Kamen Rider Build #24 – Sunk Cost

Team TokuNet Contributor Sesker continues her review series of Kamen Rider Build with episode 24. This time, dealing with the show’s comparison and contrast between two foils – Build and the newly-introduced Rogue.

Last week, we began to see Sento’s efforts to fight and protect all lives pay off in some specific ways. That continues here, culminating in a renewed sense of teamwork between Grease (Sawatari Kazami) and our heroes. They were originally set against each other, but new circumstances have led to the creation of a new alliance, forged in the battle against a threat to both Touto and Hokuto. Seito revealing their hand in the previous weeks escalated the war yet again, but also provided the common ground needed to build a connection between the Riders of the other two regions

To reinforce the development Sento has undergone in the process, we see him return to the scene where he killed Aoba when using Hazard Trigger back in episode 21. Before, he was sick with shame and remorse when recalling that event, but now he’s much more composed. At the same time, he still acknowledges his mistakes and the losses they’ve faced. He is there to specifically pay respects to the memory of Kazami’s fallen friends, after all.
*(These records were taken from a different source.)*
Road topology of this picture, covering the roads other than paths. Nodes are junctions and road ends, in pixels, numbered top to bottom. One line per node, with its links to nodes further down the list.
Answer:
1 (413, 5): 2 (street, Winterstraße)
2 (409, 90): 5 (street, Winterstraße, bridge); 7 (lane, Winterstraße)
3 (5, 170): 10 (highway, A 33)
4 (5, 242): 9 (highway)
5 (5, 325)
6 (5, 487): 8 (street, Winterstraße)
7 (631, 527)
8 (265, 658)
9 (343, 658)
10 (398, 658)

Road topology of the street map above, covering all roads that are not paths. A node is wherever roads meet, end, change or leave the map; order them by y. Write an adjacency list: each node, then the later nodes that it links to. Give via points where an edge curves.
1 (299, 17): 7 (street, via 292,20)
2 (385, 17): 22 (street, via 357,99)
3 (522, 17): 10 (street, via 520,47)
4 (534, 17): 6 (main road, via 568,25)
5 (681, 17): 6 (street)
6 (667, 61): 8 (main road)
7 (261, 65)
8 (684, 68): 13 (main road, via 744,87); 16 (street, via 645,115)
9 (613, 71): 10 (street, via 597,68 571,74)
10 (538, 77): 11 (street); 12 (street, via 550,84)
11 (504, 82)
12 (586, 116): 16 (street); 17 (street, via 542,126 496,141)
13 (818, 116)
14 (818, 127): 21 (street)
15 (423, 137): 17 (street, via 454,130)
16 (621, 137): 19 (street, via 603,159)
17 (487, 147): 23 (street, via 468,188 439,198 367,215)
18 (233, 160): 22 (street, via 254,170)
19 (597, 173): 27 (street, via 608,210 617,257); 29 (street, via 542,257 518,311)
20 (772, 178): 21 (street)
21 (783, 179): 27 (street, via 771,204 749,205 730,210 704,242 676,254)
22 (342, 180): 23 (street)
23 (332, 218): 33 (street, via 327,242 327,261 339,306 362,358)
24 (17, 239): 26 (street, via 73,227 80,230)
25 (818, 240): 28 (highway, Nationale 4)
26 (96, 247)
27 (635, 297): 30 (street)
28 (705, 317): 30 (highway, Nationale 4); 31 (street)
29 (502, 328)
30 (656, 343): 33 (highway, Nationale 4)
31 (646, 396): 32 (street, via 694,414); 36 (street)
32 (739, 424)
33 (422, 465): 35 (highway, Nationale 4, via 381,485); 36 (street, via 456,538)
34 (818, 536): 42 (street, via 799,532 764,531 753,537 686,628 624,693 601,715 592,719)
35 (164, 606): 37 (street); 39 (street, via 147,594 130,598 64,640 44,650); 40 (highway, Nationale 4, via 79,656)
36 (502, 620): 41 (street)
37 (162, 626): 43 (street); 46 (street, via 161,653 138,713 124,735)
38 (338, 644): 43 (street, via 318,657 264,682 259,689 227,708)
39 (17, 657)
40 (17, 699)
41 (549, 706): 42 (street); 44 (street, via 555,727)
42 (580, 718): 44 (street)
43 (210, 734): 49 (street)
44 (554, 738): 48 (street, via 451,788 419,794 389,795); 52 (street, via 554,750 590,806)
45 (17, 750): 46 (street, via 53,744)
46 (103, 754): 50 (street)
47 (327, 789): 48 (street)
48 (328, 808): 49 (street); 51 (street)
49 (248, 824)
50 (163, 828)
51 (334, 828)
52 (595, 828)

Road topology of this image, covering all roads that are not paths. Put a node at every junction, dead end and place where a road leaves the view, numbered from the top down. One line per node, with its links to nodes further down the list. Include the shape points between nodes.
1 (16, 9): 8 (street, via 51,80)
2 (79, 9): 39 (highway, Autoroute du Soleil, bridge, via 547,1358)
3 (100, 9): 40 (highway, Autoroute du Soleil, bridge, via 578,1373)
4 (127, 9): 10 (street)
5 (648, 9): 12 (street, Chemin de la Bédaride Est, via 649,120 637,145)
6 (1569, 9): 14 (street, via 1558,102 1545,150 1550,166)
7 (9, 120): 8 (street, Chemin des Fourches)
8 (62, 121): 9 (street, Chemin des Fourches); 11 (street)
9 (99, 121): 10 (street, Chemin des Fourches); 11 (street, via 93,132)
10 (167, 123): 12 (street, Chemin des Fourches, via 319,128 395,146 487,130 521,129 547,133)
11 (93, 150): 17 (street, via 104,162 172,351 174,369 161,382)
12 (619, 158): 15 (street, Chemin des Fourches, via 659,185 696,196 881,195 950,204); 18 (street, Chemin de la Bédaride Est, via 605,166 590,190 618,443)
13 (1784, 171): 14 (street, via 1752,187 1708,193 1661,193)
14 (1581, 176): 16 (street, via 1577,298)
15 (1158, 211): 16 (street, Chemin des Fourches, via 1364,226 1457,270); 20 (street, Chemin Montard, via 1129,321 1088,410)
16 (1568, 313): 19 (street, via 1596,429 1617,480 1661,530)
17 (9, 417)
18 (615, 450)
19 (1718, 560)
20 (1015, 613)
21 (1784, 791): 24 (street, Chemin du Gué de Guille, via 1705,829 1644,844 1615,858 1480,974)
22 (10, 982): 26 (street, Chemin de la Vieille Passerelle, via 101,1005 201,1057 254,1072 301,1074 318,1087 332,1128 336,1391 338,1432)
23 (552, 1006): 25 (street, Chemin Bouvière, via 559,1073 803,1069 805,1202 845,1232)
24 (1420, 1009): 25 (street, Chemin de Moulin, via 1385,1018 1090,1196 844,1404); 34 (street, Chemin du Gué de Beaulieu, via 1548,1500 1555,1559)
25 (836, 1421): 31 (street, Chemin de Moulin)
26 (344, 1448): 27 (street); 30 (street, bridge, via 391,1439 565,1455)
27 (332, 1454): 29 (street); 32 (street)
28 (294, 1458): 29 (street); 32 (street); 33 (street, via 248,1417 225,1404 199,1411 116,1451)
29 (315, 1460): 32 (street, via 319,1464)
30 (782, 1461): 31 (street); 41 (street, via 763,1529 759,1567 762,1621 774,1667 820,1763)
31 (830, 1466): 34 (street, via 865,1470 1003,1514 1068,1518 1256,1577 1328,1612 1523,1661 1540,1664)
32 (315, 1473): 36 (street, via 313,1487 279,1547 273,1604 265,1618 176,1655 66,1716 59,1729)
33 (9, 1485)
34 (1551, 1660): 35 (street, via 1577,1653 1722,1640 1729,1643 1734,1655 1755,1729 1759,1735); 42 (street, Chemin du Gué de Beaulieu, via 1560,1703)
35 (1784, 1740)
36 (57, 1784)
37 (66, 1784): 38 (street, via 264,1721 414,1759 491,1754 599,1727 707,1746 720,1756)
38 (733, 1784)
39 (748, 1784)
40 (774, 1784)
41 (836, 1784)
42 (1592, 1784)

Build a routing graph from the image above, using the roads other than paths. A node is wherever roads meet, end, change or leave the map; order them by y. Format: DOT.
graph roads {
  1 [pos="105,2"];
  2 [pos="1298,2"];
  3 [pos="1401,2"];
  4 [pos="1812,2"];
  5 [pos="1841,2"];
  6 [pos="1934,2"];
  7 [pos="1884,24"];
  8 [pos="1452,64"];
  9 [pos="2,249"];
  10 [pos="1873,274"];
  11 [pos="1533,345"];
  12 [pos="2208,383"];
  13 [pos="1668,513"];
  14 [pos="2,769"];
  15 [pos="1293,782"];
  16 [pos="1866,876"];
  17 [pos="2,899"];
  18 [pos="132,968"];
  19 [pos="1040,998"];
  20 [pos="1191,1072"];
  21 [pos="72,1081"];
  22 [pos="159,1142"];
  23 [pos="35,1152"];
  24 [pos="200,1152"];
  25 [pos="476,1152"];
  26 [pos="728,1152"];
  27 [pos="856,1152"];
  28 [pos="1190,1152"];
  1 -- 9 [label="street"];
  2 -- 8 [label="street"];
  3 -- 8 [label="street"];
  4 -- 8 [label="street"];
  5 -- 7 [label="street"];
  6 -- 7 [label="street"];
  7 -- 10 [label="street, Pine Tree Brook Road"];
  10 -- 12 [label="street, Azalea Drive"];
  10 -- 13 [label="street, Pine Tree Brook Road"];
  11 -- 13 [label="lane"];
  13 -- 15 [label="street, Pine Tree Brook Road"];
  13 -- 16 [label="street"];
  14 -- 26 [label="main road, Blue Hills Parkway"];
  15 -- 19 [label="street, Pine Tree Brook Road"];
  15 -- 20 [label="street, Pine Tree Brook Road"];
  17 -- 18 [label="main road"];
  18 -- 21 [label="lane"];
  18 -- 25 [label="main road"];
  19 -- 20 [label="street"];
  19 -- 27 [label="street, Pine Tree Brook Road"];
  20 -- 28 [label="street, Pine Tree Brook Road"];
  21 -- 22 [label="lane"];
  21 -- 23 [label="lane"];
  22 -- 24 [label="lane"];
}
Sento’s failures are reminders of his reasons to continue fighting as a Rider, and impetus to fight harder to prevent future losses. In this sense, that memory serves as an anchor to keep him mindful of the consequences of his actions. Kazami, realizing they are both driven by the same value for lives, and anchored by the same commemoration of those sacrifices, decides to fight alongside him officially.

Even though Build is remarkably dark for a Kamen Rider series, it’s these advancements which help to mark victories for the main character. They “lost” the fight last week, but both Sento and Kazami have gained ground towards their shared goal of peace. In last week’s review, I mentioned this advancement helps to keep the audience invested in the characters, despite the crushing bleakness elsewhere in the show.

However, Build also creates an emotional attachment to the characters by allowing them to play off of each other in screamingly funny ways. Ryuga’s hotheadedness, Kazami’s inexplicable love of idol culture, Sento and Misora’s good-natured exasperation at the scene they make, all of it is organically derived from their characterizations. These scenes make for great moments of levity amidst the heavy tragedy of the plot’s events.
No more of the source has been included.